Yushchenko Aide Alleges 'KGB' Plot
Dec. 12, 2004 -- A Ukrainian presidential candidate's chief of staff believes "Soviet Union … sort of KGB experts" were behind a plot to poison his candidate, the aide told ABC News' "Good Morning America" today.
Austrian doctors said Saturday that Viktor Yushchenko, who faces a Dec. 26 runoff in Ukraine against the Kremlin-backed candidate, Prime Minister Viktor Yanukovych, was poisoned with dioxin as he campaigned for president.
When asked by ABC News' Bill Weir if the Russian government, and specifically President Vladimir Putin, had anything to do with the poisoning, Yushchenko chief of staff Oleh Rybachuk said: "I am not very positive about government, but what I might say that was Soviet Union … sort of KGB experts are clearly involved in this plot."
Rybachuk did not directly implicate Yanukovych in the poisoning, which is believed to have happened at a dinner party in September, but said it was a much broader conspiracy.
"I wouldn't call this ordered by the prime minister," said Rybachuk. "Let's say it more broadly. It's the regime."
Advance Warning?
Rybachuk added that Yushchenko had been forewarned of the plot.
"I actually talked to [Yushchenko] in late July when getting messages from both Ukrainian and Russian ex-secret service agents saying there was a plot and poisoning is number one," he said.

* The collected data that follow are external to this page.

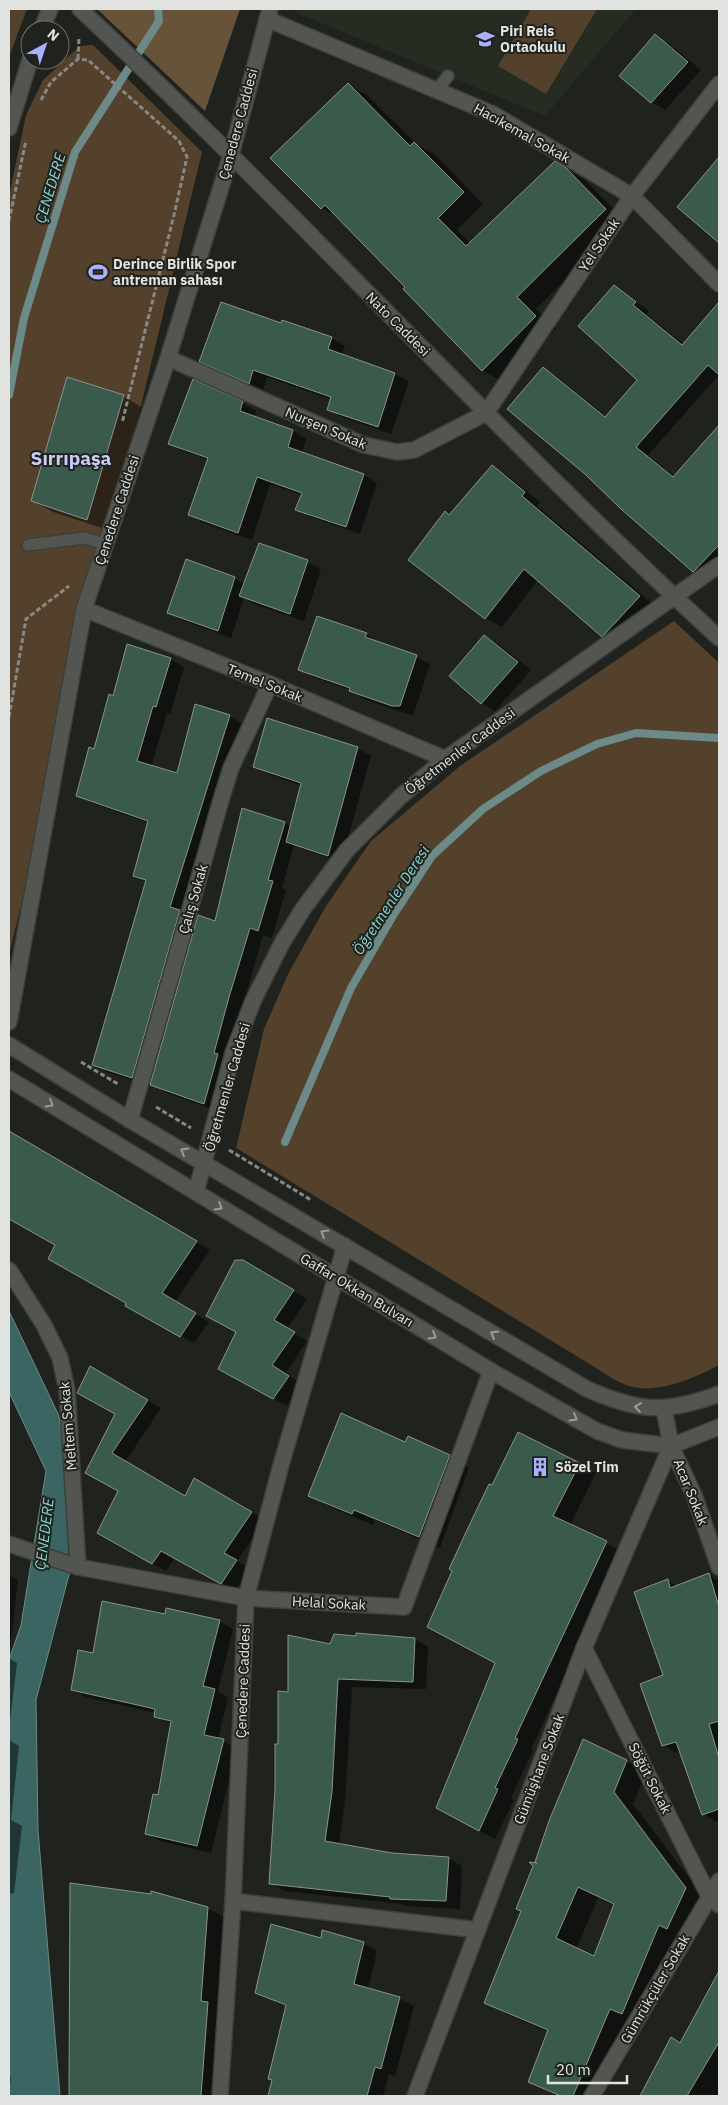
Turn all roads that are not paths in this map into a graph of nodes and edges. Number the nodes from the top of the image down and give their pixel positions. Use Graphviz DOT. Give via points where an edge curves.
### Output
graph roads {
  1 [pos="80,9"];
  2 [pos="268,14"];
  3 [pos="27,70"];
  4 [pos="448,76"];
  5 [pos="719,84"];
  6 [pos="437,90"];
  7 [pos="9,128"];
  8 [pos="231,156"];
  9 [pos="632,196"];
  10 [pos="719,284"];
  11 [pos="168,358"];
  12 [pos="486,413"];
  13 [pos="28,544"];
  14 [pos="106,544"];
  15 [pos="719,565"];
  16 [pos="676,598"];
  17 [pos="84,610"];
  18 [pos="719,638"];
  19 [pos="270,684"];
  20 [pos="445,759"];
  21 [pos="9,1022"];
  22 [pos="9,1045"];
  23 [pos="9,1079"];
  24 [pos="130,1120"];
  25 [pos="205,1163"];
  26 [pos="196,1192"];
  27 [pos="345,1246"];
  28 [pos="9,1270"];
  29 [pos="335,1277"];
  30 [pos="491,1371"];
  31 [pos="719,1394"];
  32 [pos="664,1408"];
  33 [pos="719,1427"];
  34 [pos="671,1446"];
  35 [pos="9,1544"];
  36 [pos="78,1567"];
  37 [pos="719,1567"];
  38 [pos="246,1598"];
  39 [pos="584,1648"];
  40 [pos="719,1881"];
  41 [pos="233,1901"];
  42 [pos="714,1901"];
  43 [pos="478,1930"];
  44 [pos="220,2096"];
  45 [pos="415,2096"];
  46 [pos="592,2096"];
  1 -- 8 [label="street, Nato Caddesi"];
  2 -- 6 [label="street, Hacıkemal Sokak"];
  2 -- 8 [label="street, Çenedere Caddesi"];
  3 -- 7 [label="street"];
  4 -- 6 [label="lane"];
  5 -- 9 [label="street, Yel Sokak"];
  6 -- 9 [label="street, Hacıkemal Sokak" via="493,114"];
  8 -- 11 [label="street, Çenedere Caddesi"];
  8 -- 12 [label="street, Nato Caddesi"];
  9 -- 10 [label="street, Hacıkemal Sokak"];
  9 -- 12 [label="street, Yel Sokak"];
  11 -- 12 [label="street, Nurşen Sokak" via="381,450 414,450"];
  11 -- 14 [label="street, Çenedere Caddesi"];
  12 -- 16 [label="street, Nato Caddesi"];
  13 -- 14 [label="lane" via="84,538"];
  14 -- 17 [label="street, Çenedere Caddesi"];
  15 -- 16 [label="street, Öğretmenler Caddesi"];
  16 -- 18 [label="street, Nato Caddesi"];
  16 -- 20 [label="street, Öğretmenler Caddesi"];
  17 -- 19 [label="street, Temel Sokak"];
  17 -- 21 [label="street, Çenedere Caddesi"];
  19 -- 20 [label="street, Temel Sokak"];
  19 -- 24 [label="street, Çalış Sokak" via="221,800"];
  20 -- 25 [label="street, Öğretmenler Caddesi" via="373,822 347,850 303,908 282,943 253,1001 234,1054"];
  22 -- 24 [label="street"];
  23 -- 26 [label="street, Gaffar Okkan Bulvarı, one-way"];
  25 -- 24 [label="street, one-way"];
  25 -- 26 [label="street, Öğretmenler Caddesi"];
  27 -- 25 [label="street, one-way"];
  26 -- 29 [label="street, Gaffar Okkan Bulvarı, one-way"];
  27 -- 29 [label="street, Çenedere Caddesi"];
  32 -- 27 [label="street, one-way" via="622,1404 587,1389"];
  28 -- 36 [label="street, Meltem Sokak" via="44,1325 62,1366 67,1390"];
  29 -- 30 [label="street, Gaffar Okkan Bulvarı, one-way"];
  29 -- 38 [label="street, Çenedere Caddesi"];
  30 -- 34 [label="street, Gaffar Okkan Bulvarı, one-way" via="597,1431 622,1440"];
  30 -- 38 [label="street, Helal Sokak" via="404,1607"];
  31 -- 32 [label="street" via="699,1402"];
  32 -- 34 [label="street, Acar Sokak"];
  33 -- 34 [label="street, Gaffar Okkan Bulvarı"];
  34 -- 37 [label="street, Acar Sokak" via="694,1495"];
  34 -- 39 [label="street, Gümüşhane Sokak"];
  35 -- 36 [label="street, Helal Sokak"];
  36 -- 38 [label="street, Helal Sokak"];
  38 -- 41 [label="street, Çenedere Caddesi"];
  39 -- 42 [label="street, Söğüt Sokak"];
  39 -- 43 [label="street, Gümüşhane Sokak"];
  40 -- 42 [label="street, Gümrükçüler Sokak"];
  41 -- 43 [label="street"];
  41 -- 44 [label="street, Çenedere Caddesi"];
  42 -- 46 [label="street, Gümrükçüler Sokak"];
  43 -- 45 [label="street, Gümüşhane Sokak"];
}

Rybachuk said the agents warned the campaign that the goal would not be to kill Yushchenko but to make him an "invalid" in order to knock him out of the campaign.
"We couldn't believe they would dare, but they did," said Rybachuk.
Yushchenko has called for an investigation into the poisoning plot, but said it should wait until after the Dec. 26 election. Nevertheless, Ukrainian prosecutors today reopened a probe into the allegations of poisoning.
Ukraine's Supreme Court ruled that the initial election results declaring Yanukovych the winner were tainted by fraud, setting up a new election.
Yushchenko will take a couple of days off before resuming the campaign, said Rybachuk.
"The worst is over," said Rybachuk. "He feels great … [but] he needs rest."